Your assignment
Locate each line of the material that contains "улица", then return it.

Dataset records
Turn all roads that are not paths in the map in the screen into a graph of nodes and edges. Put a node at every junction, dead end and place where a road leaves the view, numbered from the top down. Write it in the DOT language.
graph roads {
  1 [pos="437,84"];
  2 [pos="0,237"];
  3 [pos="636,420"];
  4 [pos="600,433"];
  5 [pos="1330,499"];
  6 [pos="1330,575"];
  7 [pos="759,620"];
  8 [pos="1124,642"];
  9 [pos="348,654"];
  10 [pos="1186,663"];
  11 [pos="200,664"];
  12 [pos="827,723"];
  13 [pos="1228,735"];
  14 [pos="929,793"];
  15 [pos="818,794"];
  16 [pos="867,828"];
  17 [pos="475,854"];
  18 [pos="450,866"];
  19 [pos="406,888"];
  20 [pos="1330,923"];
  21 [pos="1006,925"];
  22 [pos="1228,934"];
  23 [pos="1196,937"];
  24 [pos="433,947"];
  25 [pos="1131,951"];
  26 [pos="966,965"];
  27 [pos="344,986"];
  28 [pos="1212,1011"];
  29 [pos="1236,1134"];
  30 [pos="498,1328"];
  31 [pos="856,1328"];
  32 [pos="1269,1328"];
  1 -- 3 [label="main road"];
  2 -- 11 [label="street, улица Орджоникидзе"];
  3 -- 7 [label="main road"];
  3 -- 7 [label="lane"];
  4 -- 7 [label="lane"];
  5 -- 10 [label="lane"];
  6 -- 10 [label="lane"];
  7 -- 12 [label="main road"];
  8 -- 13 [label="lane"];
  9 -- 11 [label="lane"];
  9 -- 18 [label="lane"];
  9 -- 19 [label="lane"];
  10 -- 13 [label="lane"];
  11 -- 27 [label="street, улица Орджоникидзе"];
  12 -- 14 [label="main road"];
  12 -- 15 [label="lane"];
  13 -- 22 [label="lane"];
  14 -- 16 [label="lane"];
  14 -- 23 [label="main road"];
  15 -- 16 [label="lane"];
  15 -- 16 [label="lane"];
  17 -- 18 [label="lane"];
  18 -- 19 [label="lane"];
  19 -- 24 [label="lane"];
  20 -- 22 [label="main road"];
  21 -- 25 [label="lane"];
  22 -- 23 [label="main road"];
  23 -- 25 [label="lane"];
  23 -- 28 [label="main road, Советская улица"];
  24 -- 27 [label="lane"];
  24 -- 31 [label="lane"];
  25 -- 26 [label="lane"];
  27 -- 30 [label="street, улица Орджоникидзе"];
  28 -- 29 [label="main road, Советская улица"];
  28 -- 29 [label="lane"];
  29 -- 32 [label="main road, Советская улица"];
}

---

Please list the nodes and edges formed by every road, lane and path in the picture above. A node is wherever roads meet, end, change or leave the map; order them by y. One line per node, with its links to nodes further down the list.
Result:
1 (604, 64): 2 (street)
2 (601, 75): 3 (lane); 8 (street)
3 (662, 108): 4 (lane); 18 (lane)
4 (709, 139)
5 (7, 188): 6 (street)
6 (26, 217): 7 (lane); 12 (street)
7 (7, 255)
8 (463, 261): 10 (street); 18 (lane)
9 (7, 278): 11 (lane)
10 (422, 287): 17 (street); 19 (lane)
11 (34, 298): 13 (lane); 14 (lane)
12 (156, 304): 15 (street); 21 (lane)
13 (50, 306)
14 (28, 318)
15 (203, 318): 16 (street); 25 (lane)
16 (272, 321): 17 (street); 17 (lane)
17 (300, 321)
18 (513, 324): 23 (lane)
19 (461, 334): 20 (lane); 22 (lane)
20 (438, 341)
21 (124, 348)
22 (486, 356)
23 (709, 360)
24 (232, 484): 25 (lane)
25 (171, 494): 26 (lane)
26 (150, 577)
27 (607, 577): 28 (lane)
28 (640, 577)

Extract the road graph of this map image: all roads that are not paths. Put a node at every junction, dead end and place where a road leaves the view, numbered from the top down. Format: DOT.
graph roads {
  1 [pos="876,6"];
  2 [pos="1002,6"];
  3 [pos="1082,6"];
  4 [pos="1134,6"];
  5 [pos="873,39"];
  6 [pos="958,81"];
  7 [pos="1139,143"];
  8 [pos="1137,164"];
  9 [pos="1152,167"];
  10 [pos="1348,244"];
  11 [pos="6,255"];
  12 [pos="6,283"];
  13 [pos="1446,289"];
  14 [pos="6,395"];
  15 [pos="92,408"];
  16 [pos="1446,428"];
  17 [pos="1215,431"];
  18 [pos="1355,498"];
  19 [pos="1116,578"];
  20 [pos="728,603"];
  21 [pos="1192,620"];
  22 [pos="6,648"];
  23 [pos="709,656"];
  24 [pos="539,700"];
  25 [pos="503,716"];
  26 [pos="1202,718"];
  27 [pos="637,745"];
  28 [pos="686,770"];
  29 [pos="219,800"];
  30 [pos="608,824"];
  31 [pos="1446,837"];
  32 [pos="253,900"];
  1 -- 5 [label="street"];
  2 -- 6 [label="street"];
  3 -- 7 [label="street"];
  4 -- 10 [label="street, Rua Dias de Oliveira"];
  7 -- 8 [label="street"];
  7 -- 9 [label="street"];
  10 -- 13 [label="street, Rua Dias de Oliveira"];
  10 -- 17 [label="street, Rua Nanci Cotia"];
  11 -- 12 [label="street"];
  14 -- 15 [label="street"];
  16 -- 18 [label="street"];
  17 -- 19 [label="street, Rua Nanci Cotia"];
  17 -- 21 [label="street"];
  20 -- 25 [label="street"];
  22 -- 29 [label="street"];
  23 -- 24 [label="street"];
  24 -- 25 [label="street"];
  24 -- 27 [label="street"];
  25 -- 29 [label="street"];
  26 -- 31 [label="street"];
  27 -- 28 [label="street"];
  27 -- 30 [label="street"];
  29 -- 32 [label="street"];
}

Problem solution
  2 -- 11 [label="street, улица Орджоникидзе"];
  11 -- 27 [label="street, улица Орджоникидзе"];
  23 -- 28 [label="main road, Советская улица"];
  27 -- 30 [label="street, улица Орджоникидзе"];
  28 -- 29 [label="main road, Советская улица"];
  29 -- 32 [label="main road, Советская улица"];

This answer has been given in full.